제목   |  Getting out of poverty is now harder, study says 작성일   |  2013-02-20 조회수   |  2606

Getting out of poverty is now harder, study says

가난 벗어나기 더 어려워진다

Defying the traditional belief that a good education and hard work is the key to social mobility, a recent study shows it’s becoming more and more difficult to escape poverty and ascend the social ladder.

A 38-year-old man surnamed Kim, living in Pyeongchon, Gyeonggi, has worked at an Internet business for the past two years and earns a yearly wage of 20 million won ($18,489). After you subtract tax and National Pension fees, he is left with 15 million won to support himself, his 32-year-old wife and 4-year-old son.

When he married, Kim was barely able to scrape up 100 million won in jeonse, or a lump-sum deposit, for a house.
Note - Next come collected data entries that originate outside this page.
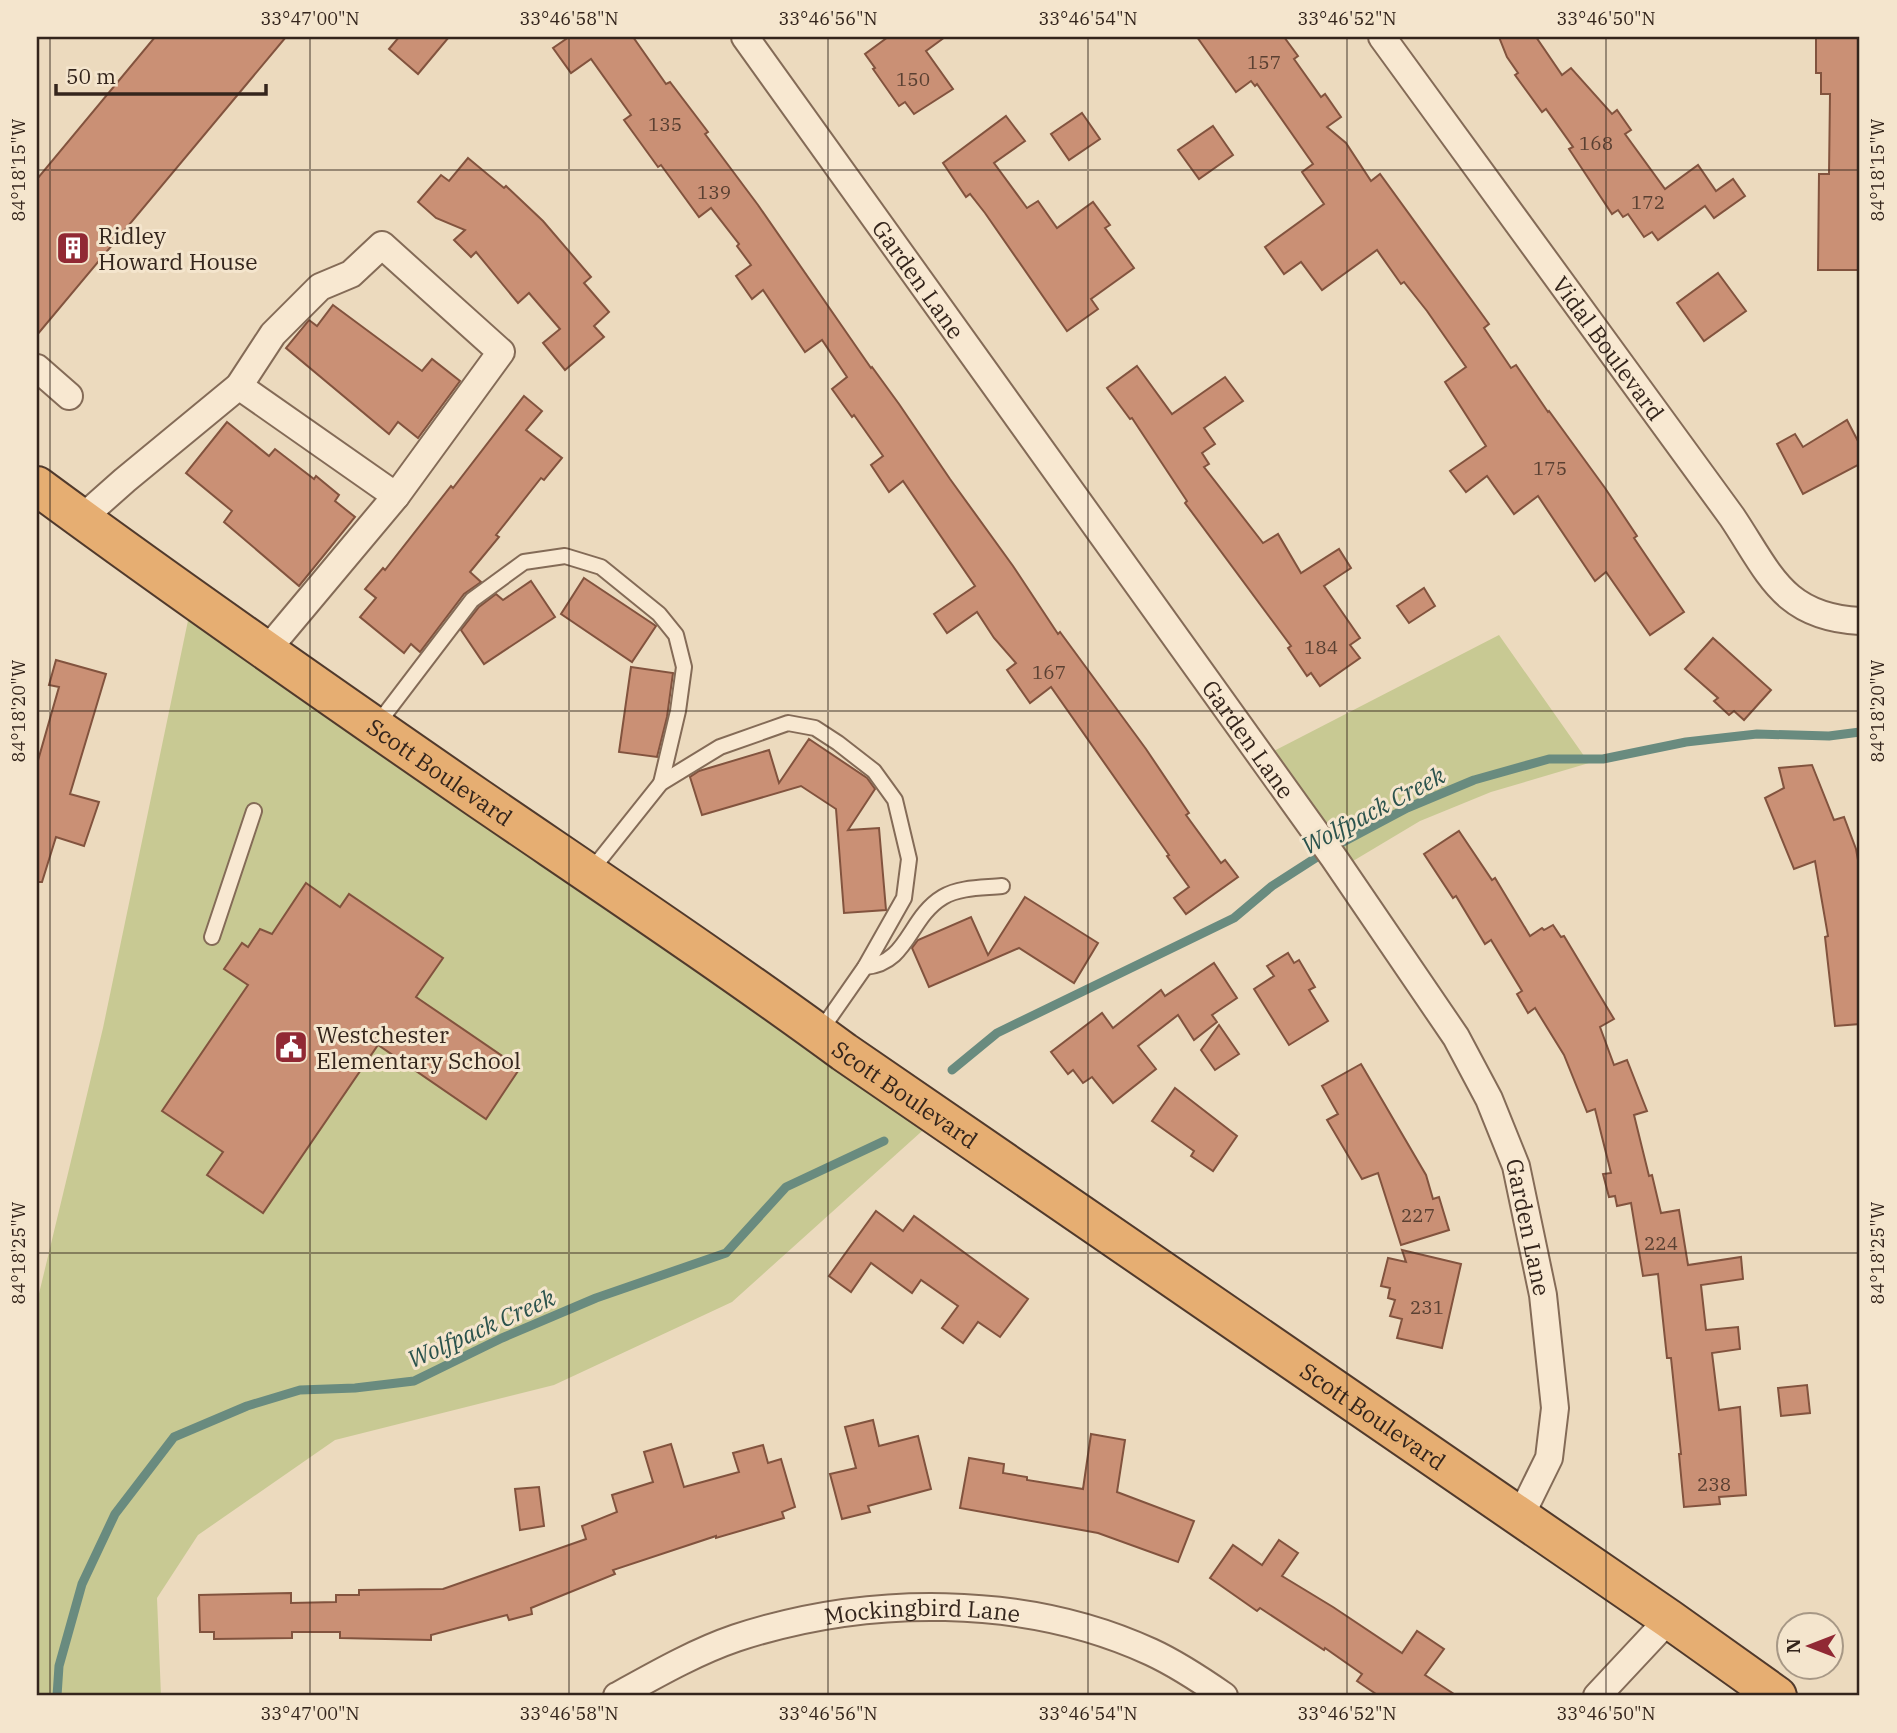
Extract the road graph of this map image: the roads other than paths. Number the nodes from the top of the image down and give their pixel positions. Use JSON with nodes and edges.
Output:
{"nodes":[{"id":1,"x":745,"y":37,"type":"edge"},
{"id":2,"x":1382,"y":37,"type":"edge"},
{"id":3,"x":37,"y":368,"type":"edge"},
{"id":4,"x":239,"y":386,"type":"junction"},
{"id":5,"x":69,"y":396,"type":"dead end"},
{"id":6,"x":37,"y":486,"type":"edge"},
{"id":7,"x":396,"y":496,"type":"junction"},
{"id":8,"x":81,"y":519,"type":"junction"},
{"id":9,"x":1860,"y":621,"type":"edge"},
{"id":10,"x":267,"y":650,"type":"junction"},
{"id":11,"x":376,"y":727,"type":"junction"},
{"id":12,"x":661,"y":783,"type":"junction"},
{"id":13,"x":254,"y":811,"type":"dead end"},
{"id":14,"x":590,"y":874,"type":"junction"},
{"id":15,"x":1002,"y":886,"type":"dead end"},
{"id":16,"x":212,"y":937,"type":"dead end"},
{"id":17,"x":865,"y":967,"type":"junction"},
{"id":18,"x":819,"y":1033,"type":"junction"},
{"id":19,"x":1520,"y":1517,"type":"junction"},
{"id":20,"x":1669,"y":1619,"type":"junction"},
{"id":21,"x":617,"y":1696,"type":"edge"},
{"id":22,"x":1224,"y":1696,"type":"edge"},
{"id":23,"x":1597,"y":1696,"type":"edge"},
{"id":24,"x":1777,"y":1696,"type":"edge"}],
"edges":[{"from":1,"to":19,"type":"street","name":"Garden Lane"},
{"from":2,"to":9,"type":"street","name":"Vidal Boulevard"},
{"from":3,"to":5,"type":"street"},
{"from":4,"to":7,"type":"street"},
{"from":4,"to":7,"type":"street"},
{"from":4,"to":8,"type":"street"},
{"from":6,"to":8,"type":"highway","name":"Scott Boulevard"},
{"from":7,"to":10,"type":"street"},
{"from":8,"to":10,"type":"highway","name":"Scott Boulevard"},
{"from":10,"to":11,"type":"highway","name":"Scott Boulevard"},
{"from":11,"to":12,"type":"lane"},
{"from":11,"to":14,"type":"highway","name":"Scott Boulevard"},
{"from":12,"to":14,"type":"lane"},
{"from":12,"to":17,"type":"lane"},
{"from":13,"to":16,"type":"lane"},
{"from":14,"to":18,"type":"highway","name":"Scott Boulevard"},
{"from":15,"to":17,"type":"lane"},
{"from":17,"to":18,"type":"lane"},
{"from":18,"to":19,"type":"highway","name":"Scott Boulevard"},
{"from":19,"to":20,"type":"highway","name":"Scott Boulevard"},
{"from":20,"to":23,"type":"street"},
{"from":20,"to":24,"type":"highway","name":"Scott Boulevard"},
{"from":21,"to":22,"type":"street","name":"Mockingbird Lane"}]}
Over the past two years, he has been unable to save.

“Employment and marriage came later for me than for other people, so I fell into a kind of slump,” said Kim. “Even though I want to save a bit every month, it all gets spent.”

The Korean Institute for Health and Social Affairs said yesterday that Korea’s poverty exit rate fell from 35.4 percent in 2005 and 2006 to 31.3 percent during 2008 and 2009, according to its 2012 Korea Welfare Panel Survey report.
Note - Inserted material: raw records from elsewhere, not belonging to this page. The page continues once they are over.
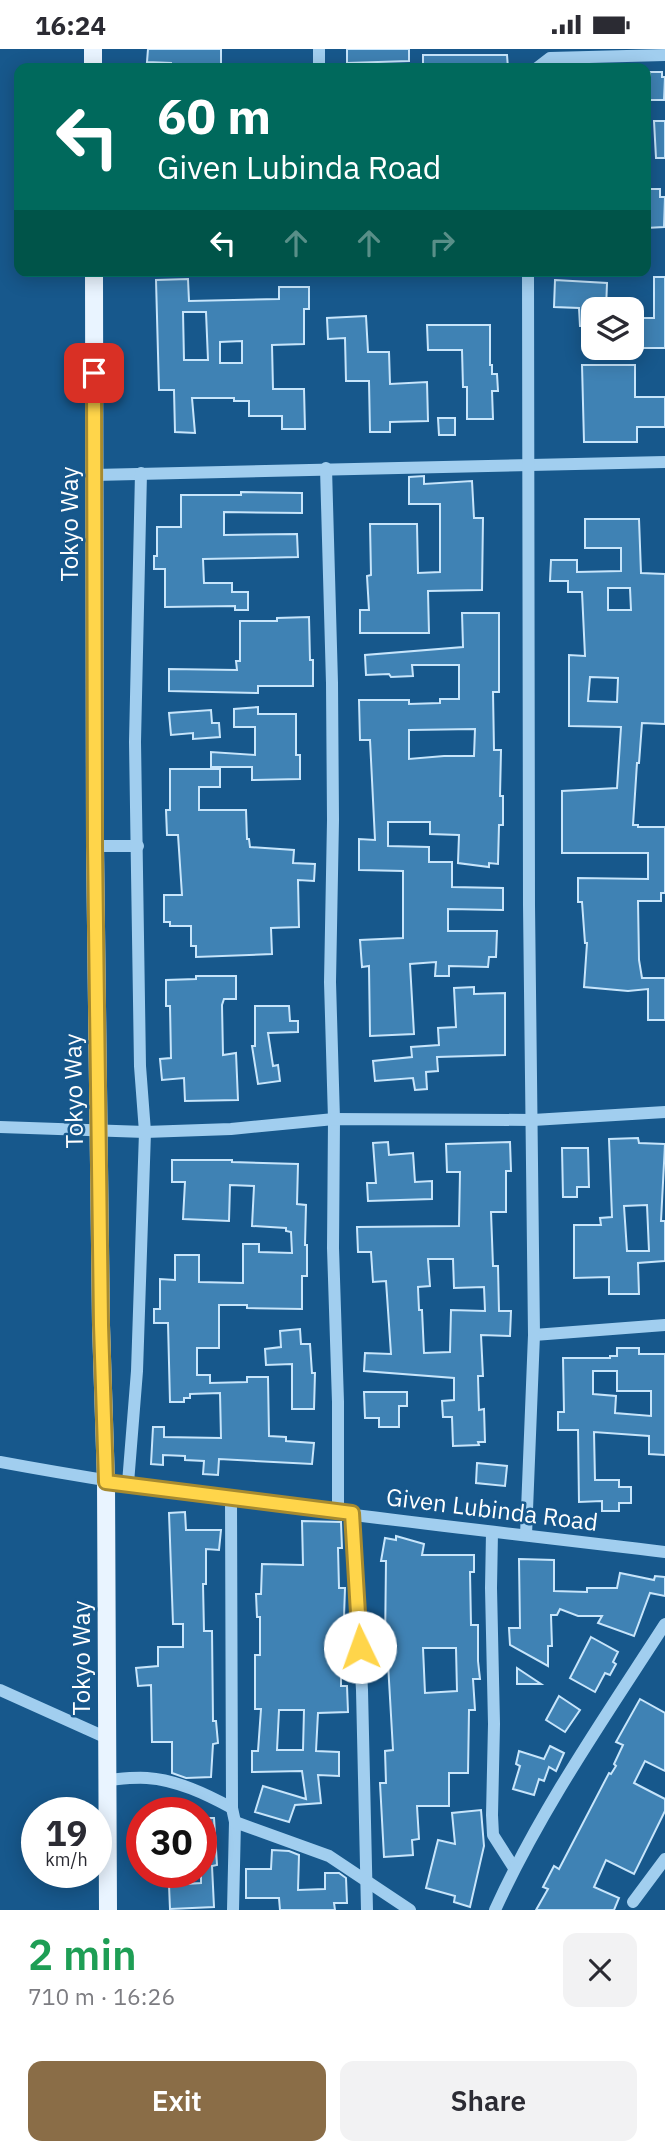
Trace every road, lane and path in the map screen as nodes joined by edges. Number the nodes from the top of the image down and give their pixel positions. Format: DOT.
graph roads {
  1 [pos="665,55"];
  2 [pos="544,63"];
  3 [pos="94,277"];
  4 [pos="528,277"];
  5 [pos="665,462"];
  6 [pos="528,466"];
  7 [pos="326,468"];
  8 [pos="141,473"];
  9 [pos="94,475"];
  10 [pos="95,846"];
  11 [pos="138,846"];
  12 [pos="665,1112"];
  13 [pos="334,1119"];
  14 [pos="533,1120"];
  15 [pos="0,1127"];
  16 [pos="100,1132"];
  17 [pos="145,1132"];
  18 [pos="665,1325"];
  19 [pos="534,1335"];
  20 [pos="0,1462"];
  21 [pos="106,1482"];
  22 [pos="128,1483"];
  23 [pos="231,1499"];
  24 [pos="338,1512"];
  25 [pos="352,1513"];
  26 [pos="492,1532"];
  27 [pos="526,1535"];
  28 [pos="665,1552"];
  29 [pos="665,1624"];
  30 [pos="0,1690"];
  31 [pos="107,1738"];
  32 [pos="107,1780"];
  33 [pos="232,1808"];
  34 [pos="235,1822"];
  35 [pos="665,1859"];
  36 [pos="514,1868"];
  37 [pos="368,1883"];
  38 [pos="633,1902"];
  39 [pos="108,1910"];
  40 [pos="233,1910"];
  41 [pos="368,1910"];
  42 [pos="410,1910"];
  43 [pos="495,1910"];
  1 -- 2 [label="street"];
  3 -- 9 [label="main road, Tokyo Way"];
  4 -- 6 [label="street"];
  5 -- 6 [label="street"];
  6 -- 7 [label="street"];
  6 -- 14 [label="street"];
  7 -- 8 [label="street"];
  7 -- 13 [label="street"];
  8 -- 9 [label="street"];
  8 -- 11 [label="street"];
  9 -- 10 [label="main road, Tokyo Way"];
  10 -- 11 [label="street"];
  10 -- 16 [label="main road, Tokyo Way"];
  11 -- 17 [label="street"];
  12 -- 14 [label="street"];
  13 -- 14 [label="street"];
  13 -- 17 [label="street"];
  13 -- 24 [label="street"];
  14 -- 19 [label="street"];
  15 -- 16 [label="street"];
  16 -- 17 [label="street"];
  16 -- 21 [label="main road, Tokyo Way"];
  17 -- 22 [label="street"];
  18 -- 19 [label="street"];
  19 -- 27 [label="street"];
  20 -- 21 [label="street, Given Lubinda Road"];
  21 -- 22 [label="street, Given Lubinda Road"];
  21 -- 31 [label="main road, Tokyo Way"];
  22 -- 23 [label="street, Given Lubinda Road"];
  23 -- 24 [label="street, Given Lubinda Road"];
  23 -- 33 [label="street"];
  24 -- 25 [label="street, Given Lubinda Road"];
  25 -- 26 [label="street, Given Lubinda Road"];
  25 -- 37 [label="street"];
  26 -- 27 [label="street, Given Lubinda Road"];
  26 -- 36 [label="street"];
  27 -- 28 [label="street, Given Lubinda Road"];
  29 -- 36 [label="street"];
  30 -- 31 [label="street"];
  31 -- 32 [label="main road, Tokyo Way"];
  32 -- 33 [label="street"];
  32 -- 39 [label="main road, Tokyo Way"];
  33 -- 34 [label="street"];
  34 -- 37 [label="street"];
  34 -- 40 [label="street"];
  35 -- 38 [label="street"];
  36 -- 43 [label="street"];
  37 -- 41 [label="street"];
  37 -- 42 [label="street"];
}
The survey was conducted on 5,637 households over five years.

The study defined poverty as a household that made less than 50 percent of the median income of all households participating in the survey. Poverty exit means rising above that income level.
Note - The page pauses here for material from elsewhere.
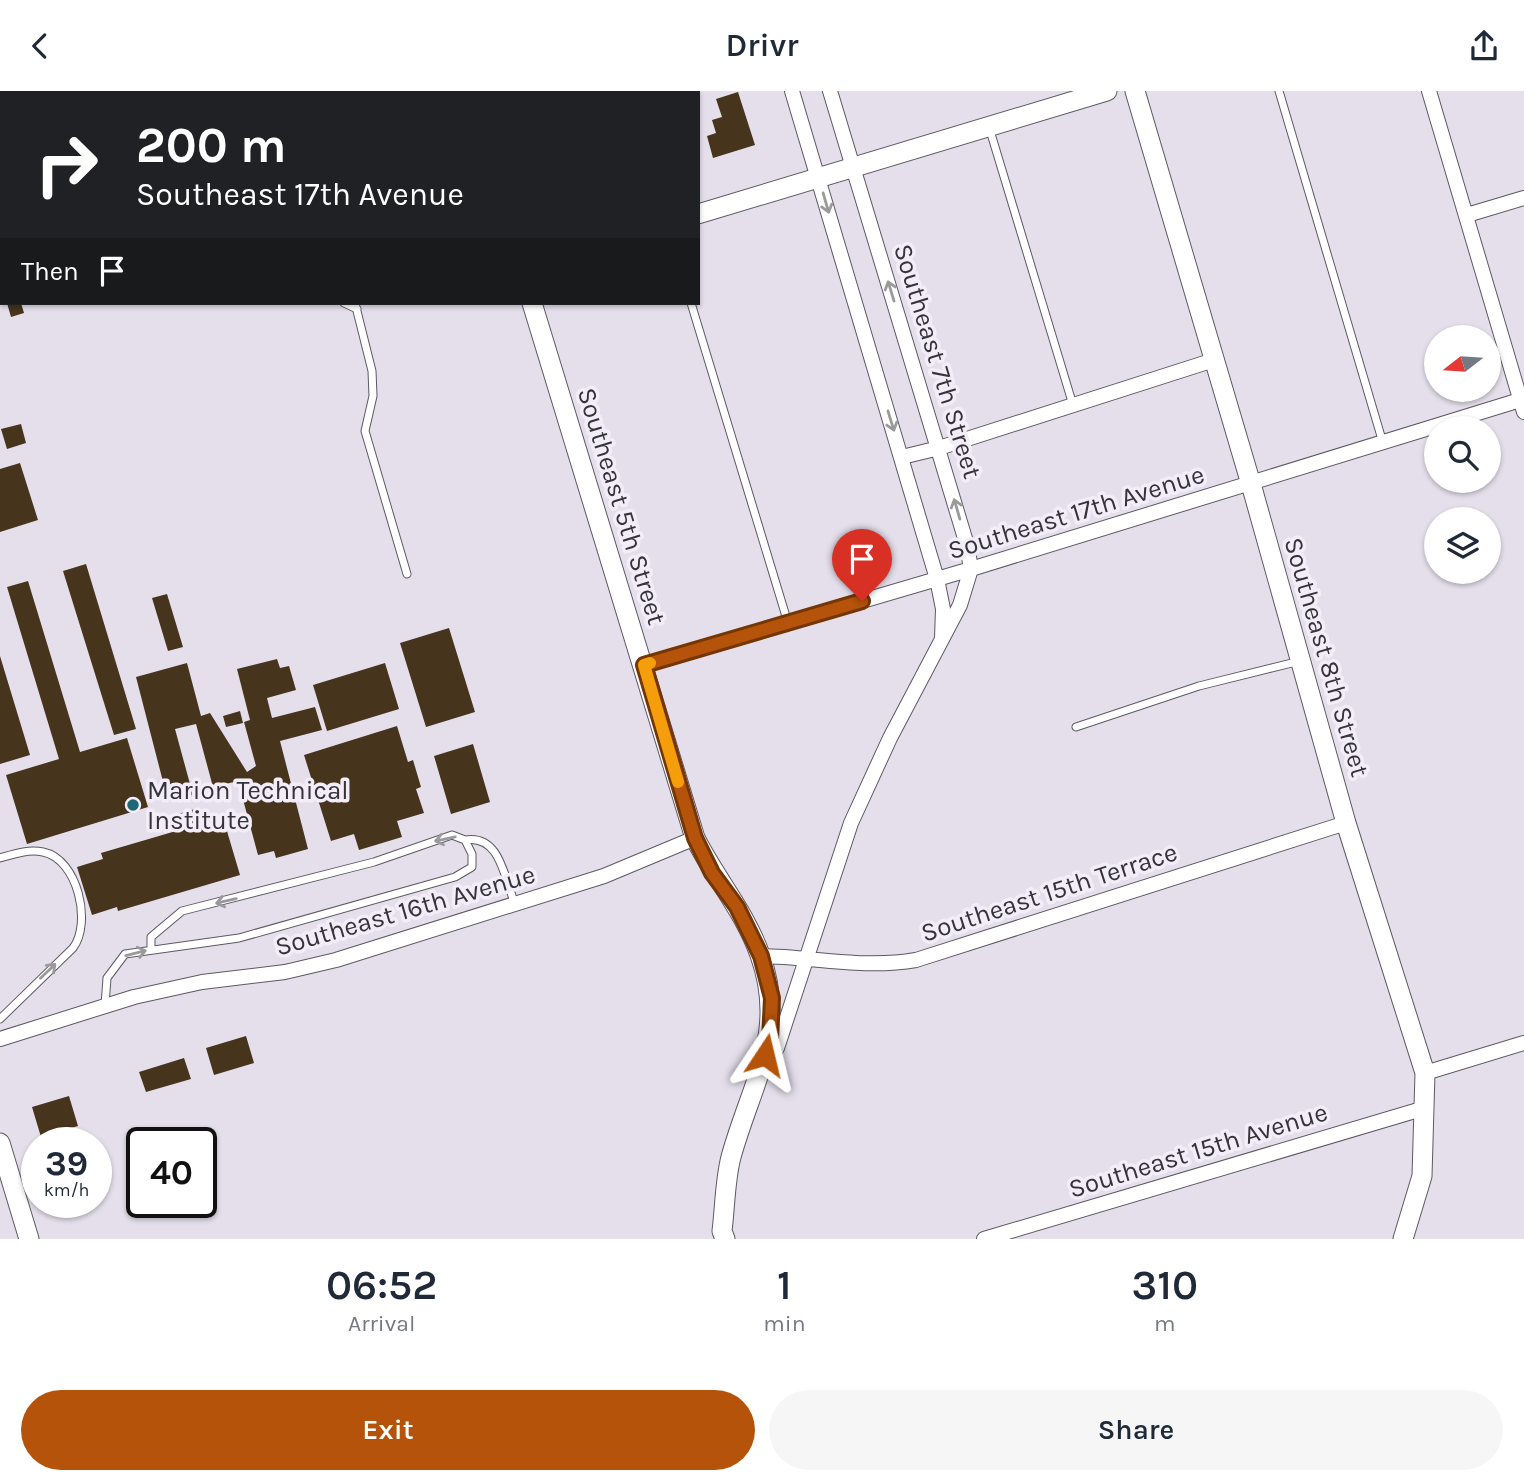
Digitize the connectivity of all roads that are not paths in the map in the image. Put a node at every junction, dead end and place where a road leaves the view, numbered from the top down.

The study concluded it was more difficult to escape poverty and that many families are sliding downward.

The study divided households into five income brackets and found that 73 percent of the top income bracket households in 2005 remained in the top bracket in 2009.

In the case of the households in the top 60-80 percentile in 2005, a quarter experienced drops in income over five years.

Four out of five households remained in the lowest 20 percentile over the 2005-9 period.

“In order to escape poverty, you have to set up stepping stones to secure long-term income,” said Nam Sang-ho of the Korean Institute for Health and Social Affairs who headed the research. “The best policy to combat poverty is to make more job opportunities.”